Repairing a damaged acoustic guitar bridge plate

I’m going to talk about bridge plates.

I’ve touched on these before when I discussed stringing an acoustic guitar and mentioned how important it was to ensure the string ball-ends were well seated. Super-quick recap: If the string ball end isn’t pressed good-and-proper against the bridge plate, the string can actually start to saw into the plate. Over time, the bridge can get hacked away. Give it long enough and this can compound, damaging the guitar soundboard and bridge too. Check out that previous article on ball ends and bridge plates for tips on how to prevent this happening.

If it’s already happened, though, what do you do?

Well, much of the time the solution is to replace the bridge plate. This means removing the current plate, making a new one and installing it. That’s a pretty involved job.
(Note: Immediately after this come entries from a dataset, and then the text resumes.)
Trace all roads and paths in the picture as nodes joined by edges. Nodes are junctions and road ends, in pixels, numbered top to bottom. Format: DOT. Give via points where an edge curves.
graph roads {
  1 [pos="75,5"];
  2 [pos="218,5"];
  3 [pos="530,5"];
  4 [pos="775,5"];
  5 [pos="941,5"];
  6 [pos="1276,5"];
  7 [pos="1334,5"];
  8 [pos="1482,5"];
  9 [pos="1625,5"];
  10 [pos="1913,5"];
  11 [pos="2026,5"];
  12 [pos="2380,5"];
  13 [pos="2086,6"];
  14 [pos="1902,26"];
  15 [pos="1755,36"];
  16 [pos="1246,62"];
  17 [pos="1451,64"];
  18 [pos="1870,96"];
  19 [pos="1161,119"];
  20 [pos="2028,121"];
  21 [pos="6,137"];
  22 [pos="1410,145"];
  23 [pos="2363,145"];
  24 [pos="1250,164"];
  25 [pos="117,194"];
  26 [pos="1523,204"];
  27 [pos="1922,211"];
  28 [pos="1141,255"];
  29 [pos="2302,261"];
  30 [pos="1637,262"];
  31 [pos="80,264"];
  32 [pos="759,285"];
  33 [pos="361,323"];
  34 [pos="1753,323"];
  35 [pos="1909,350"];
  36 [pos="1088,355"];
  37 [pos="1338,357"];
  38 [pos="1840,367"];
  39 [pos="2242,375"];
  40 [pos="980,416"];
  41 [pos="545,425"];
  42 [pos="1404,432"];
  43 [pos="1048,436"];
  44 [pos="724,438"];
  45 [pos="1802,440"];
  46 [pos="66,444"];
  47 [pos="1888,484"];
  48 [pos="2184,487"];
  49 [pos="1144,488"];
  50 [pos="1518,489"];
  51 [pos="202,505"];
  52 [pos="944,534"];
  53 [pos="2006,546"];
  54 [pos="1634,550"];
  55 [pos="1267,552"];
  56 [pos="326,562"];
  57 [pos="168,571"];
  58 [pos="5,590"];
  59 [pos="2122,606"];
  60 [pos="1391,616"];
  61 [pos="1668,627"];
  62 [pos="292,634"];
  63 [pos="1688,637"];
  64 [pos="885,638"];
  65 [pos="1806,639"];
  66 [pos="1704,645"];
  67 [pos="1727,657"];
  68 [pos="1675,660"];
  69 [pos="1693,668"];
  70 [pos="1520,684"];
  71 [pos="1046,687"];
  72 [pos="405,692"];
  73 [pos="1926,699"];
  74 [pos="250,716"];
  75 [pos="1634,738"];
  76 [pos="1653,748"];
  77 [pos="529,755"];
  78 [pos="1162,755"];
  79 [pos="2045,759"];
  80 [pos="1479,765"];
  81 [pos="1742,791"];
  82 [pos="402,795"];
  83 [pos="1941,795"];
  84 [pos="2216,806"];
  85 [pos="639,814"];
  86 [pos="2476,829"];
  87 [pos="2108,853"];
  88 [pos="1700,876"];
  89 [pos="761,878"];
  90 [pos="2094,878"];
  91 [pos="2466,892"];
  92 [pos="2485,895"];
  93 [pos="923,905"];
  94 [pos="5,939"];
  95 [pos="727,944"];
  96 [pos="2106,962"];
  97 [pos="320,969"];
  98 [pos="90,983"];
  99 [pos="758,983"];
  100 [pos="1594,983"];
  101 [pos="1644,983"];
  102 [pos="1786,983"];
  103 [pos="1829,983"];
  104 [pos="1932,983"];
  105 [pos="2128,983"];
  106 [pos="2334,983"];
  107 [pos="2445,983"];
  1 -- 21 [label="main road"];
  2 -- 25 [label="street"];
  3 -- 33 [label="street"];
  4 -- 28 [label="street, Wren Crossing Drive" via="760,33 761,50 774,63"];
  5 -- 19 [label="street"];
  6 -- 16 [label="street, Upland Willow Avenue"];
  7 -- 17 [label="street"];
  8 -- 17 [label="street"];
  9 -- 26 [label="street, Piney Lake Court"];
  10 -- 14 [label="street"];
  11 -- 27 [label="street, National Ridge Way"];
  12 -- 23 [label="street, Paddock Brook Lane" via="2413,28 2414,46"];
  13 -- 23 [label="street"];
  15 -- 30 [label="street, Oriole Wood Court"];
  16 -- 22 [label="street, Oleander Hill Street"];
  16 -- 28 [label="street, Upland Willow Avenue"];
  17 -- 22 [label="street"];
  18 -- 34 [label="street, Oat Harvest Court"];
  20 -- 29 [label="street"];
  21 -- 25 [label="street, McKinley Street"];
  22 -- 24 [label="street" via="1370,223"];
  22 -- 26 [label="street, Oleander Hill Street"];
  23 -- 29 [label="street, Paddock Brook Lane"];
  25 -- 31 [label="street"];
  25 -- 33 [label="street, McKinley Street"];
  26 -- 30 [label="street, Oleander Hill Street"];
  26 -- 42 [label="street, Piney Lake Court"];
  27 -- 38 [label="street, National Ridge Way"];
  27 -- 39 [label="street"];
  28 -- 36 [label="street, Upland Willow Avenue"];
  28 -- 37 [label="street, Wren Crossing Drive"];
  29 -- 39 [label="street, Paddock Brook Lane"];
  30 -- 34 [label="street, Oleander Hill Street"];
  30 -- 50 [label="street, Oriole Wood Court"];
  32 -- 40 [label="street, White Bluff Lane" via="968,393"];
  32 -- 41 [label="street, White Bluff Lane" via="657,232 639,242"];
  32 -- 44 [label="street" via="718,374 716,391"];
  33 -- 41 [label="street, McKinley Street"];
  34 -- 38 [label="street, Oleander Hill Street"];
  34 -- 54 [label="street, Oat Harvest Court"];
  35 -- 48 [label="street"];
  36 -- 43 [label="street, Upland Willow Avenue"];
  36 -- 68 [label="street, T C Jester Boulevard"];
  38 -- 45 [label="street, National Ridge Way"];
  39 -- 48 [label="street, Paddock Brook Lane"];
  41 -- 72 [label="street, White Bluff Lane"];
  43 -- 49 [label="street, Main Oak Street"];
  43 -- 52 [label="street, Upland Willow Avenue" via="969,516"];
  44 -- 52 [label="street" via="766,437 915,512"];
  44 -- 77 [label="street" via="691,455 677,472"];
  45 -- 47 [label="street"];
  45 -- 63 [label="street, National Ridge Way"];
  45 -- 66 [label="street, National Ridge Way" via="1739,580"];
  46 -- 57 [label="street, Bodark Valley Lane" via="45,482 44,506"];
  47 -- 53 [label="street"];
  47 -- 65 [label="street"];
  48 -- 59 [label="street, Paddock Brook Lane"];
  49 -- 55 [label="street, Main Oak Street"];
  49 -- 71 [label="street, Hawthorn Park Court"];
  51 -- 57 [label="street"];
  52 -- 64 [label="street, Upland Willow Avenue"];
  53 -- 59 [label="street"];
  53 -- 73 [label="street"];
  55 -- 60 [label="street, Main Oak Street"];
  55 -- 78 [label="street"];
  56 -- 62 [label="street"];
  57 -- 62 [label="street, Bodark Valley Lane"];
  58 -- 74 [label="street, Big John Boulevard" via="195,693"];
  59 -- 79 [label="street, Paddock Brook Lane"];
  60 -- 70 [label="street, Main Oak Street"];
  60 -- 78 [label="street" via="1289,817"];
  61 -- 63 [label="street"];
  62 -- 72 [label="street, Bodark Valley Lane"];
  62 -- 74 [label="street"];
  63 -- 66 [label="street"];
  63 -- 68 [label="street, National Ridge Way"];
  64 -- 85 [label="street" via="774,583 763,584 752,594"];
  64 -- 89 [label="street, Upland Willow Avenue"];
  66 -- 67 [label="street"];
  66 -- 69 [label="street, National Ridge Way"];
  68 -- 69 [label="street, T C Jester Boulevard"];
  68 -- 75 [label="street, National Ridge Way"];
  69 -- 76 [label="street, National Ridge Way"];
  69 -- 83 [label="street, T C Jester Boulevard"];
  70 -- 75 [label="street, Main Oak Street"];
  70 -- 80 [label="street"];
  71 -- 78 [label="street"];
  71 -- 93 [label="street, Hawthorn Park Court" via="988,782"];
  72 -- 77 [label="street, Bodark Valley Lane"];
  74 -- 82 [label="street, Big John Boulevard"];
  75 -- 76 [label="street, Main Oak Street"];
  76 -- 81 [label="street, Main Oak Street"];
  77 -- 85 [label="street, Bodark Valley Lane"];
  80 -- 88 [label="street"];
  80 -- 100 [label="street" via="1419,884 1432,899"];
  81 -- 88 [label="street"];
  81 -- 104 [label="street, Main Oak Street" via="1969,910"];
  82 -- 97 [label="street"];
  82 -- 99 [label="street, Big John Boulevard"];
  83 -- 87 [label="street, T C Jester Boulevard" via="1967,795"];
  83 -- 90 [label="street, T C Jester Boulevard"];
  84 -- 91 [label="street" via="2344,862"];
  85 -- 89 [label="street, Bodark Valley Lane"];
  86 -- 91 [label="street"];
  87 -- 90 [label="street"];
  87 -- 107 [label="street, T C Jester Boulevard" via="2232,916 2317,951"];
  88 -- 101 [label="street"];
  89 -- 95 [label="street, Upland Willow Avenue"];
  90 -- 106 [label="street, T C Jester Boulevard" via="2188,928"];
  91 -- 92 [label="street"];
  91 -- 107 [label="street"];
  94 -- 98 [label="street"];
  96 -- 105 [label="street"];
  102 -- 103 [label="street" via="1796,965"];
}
I’ll write about it if I remember to take photos next time I do it*. Obviously enough, ‘involved’ frequently translates to ‘expensive’ and, in a lot of cases, replacing a bridge plate can be something best avoided.

The other option is patching.

Patching used to involve glueing a new slab of wood over the existing plate and drilling through it.

While this sort of patch has its place where instruments or budget does’t allow a replacement, it’s not my preferred route. An acoustic guitar depends on a vibrating soundboard for the bulk of its tone. If you glue what is, effectively, a second bridge plate over the top of the current plate (probably more than doubling the overall thickness), you risk altering the instrument’s voicing. This work can be done more sympathetically, of course, but I’ve seen some terrible jobs, with ridiculously thick hunks of wood glued on.

Because of that, I’m happy that Dan Erlewine and the Stew Mac crew came up with a better solution**.

Behold the Bridge Saver.

acoustic guitar bridge repair - bridge saver tools

This is really quite clever.

We start off with a bridge plate that’s been hacked up. Then we use the first of the bridge saver tools, the plate cutter.

The tool is installed inside the guitar body. Sorry for the blurriness of the internal images, by the way. They’re actually reflections in my inspection mirror.

The threaded portion pokes though a bridge pin hole and those curved cutting blades bear against the bridge plate inside.

Around the outside, the tool is threaded into a brass base so it’s snug and a small tap-style handle turns the cutter. The cutter threads itself deeper into the base on the outside while, inside, the blades cut a dish-shaped hollow in the bridge plate.

Repeat this six times and you’re ready for the second tool, the plug cutter.

This tool is the mirror of the plate cutter. The first cuts a dish in the bridge plate (think of that as the negative shape) and this cuts a positive shape to fill the space.

Getting the plugs into place is a little fiddly but much less so than removing an entire bridge plate. The most important thing to remember is the line up the grain on the plugs to match the existing bridge plate (plate grain direction should ideally be perpendicular to soundboard grain direction).

Because of physical space issues, it’s only possible to glue three plugs at a time so they’re installed in two stages. After the glue dries, it’s an easy job to clean up the repair with a little sanding.

Using a piece of scrap wood as a backing board to prevent chipping, the new plugs can be drilled.

All of this is a much easier and less invasive job than replacing a bridge plate completely. It’s also head and shoulders above simply glueing another patch-plate over the existing one.

It’s worth mentioning the ‘Plate Mate’. This is a piece of sheet brass with an adhesive backing that can stick to a bridge plate. It’s pre-drilled for a couple of common string spacings. Stew Mac sells these as a quick fix for a worn plate and that’s fair. There are many instruments whose value might not justify a replacement or patched bridge plate. These have their place but, if you’ve a nice guitar, I’d err towards patching as a more sympathetic — and just ‘nicer’ — repair.

There are some players who like the Plate Mate as a ‘preventative’ measure, installing it so the bridge plate doesn’t get worn in the first place. To that I’d say that (providing the plate is sound and well installed to start with), proper restringing is probably all you need.


*I did a bridge plate replacement recently and only remembered to take a photo of my warming a bridge plate iron on a hotplate — d’oh!

**I’m not sponsored by Stew Mac, by the way. 😉 I mention them often because they have the best research and product development out there. Some of their tools have saved me tons of money, time, and stress and I’m happy to nudge people their way if I think others can benefit too.